Only a number is wanted: how many lines of the entries include the string "Cavans"?

*** Opening Records provided ***

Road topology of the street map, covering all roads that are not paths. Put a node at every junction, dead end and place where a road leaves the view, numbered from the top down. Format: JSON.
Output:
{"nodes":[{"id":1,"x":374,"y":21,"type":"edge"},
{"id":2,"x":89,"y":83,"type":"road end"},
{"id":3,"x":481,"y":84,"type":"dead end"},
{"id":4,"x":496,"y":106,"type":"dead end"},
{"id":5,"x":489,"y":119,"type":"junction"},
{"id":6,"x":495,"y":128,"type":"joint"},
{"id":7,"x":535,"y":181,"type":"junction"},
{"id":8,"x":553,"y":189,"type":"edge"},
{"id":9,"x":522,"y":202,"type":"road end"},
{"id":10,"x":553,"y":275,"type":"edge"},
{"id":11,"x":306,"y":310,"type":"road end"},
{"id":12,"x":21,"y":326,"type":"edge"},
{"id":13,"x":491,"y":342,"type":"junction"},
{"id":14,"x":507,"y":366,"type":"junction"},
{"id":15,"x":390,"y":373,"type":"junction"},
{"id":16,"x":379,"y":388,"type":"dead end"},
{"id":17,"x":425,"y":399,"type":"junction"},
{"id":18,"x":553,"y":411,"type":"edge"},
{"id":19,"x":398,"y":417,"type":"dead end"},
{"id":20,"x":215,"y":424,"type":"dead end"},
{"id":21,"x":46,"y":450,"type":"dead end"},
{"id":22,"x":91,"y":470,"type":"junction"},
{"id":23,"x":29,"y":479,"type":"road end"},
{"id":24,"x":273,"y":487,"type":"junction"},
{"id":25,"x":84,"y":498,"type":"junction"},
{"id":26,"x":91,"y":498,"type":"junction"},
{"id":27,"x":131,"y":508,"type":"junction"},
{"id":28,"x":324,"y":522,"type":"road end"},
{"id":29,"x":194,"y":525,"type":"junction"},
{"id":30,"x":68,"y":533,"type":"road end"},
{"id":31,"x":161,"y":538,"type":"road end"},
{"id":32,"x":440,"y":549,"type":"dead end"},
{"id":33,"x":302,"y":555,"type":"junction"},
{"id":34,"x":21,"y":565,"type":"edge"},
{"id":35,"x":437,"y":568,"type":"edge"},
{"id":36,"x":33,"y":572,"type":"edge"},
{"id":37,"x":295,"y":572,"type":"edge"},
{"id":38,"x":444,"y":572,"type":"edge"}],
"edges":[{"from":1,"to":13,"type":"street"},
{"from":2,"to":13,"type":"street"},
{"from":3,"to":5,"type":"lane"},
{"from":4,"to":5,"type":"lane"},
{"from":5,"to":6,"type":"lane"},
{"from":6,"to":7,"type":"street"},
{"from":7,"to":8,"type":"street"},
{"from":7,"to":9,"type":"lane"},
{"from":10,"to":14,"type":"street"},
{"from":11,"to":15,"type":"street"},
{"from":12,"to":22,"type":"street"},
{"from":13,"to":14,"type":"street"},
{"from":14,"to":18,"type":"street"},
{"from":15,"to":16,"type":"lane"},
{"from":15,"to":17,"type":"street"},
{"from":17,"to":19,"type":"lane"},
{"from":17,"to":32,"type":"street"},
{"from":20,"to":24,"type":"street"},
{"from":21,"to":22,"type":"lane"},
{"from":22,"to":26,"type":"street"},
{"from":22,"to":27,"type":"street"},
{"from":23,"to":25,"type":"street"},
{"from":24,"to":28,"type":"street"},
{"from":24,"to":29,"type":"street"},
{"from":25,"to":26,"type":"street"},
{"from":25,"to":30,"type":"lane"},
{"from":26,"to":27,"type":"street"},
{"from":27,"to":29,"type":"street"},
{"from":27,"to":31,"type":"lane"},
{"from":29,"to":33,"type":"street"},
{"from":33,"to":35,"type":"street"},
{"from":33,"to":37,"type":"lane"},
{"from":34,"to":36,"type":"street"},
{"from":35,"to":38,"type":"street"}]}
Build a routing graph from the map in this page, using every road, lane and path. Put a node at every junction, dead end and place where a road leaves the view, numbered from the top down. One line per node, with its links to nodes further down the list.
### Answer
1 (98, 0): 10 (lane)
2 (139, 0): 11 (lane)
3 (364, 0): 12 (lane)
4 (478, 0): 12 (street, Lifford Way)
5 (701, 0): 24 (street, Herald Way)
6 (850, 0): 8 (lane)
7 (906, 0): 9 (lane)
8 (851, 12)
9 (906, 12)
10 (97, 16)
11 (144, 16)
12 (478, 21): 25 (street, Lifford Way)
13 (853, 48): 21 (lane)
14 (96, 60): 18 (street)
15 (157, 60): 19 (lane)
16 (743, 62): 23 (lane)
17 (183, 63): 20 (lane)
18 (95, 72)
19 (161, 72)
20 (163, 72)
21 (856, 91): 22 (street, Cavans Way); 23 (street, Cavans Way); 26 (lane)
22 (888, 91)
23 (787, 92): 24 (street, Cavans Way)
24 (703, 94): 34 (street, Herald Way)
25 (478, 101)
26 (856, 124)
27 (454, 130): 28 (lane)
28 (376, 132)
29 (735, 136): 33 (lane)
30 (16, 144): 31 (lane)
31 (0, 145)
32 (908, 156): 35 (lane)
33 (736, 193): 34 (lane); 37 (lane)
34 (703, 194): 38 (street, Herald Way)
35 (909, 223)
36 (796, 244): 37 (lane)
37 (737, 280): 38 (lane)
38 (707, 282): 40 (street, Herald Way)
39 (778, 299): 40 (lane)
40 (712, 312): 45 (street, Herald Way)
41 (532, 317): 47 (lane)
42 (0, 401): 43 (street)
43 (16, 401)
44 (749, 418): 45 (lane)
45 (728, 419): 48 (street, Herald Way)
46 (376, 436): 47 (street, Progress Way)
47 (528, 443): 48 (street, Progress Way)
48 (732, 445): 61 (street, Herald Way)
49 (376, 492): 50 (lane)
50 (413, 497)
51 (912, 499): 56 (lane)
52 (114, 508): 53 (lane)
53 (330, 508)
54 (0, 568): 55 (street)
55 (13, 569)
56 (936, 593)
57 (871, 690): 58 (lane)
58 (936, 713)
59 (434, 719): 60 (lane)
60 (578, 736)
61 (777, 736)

*** Closing Records provided ***

Exercise solution:
2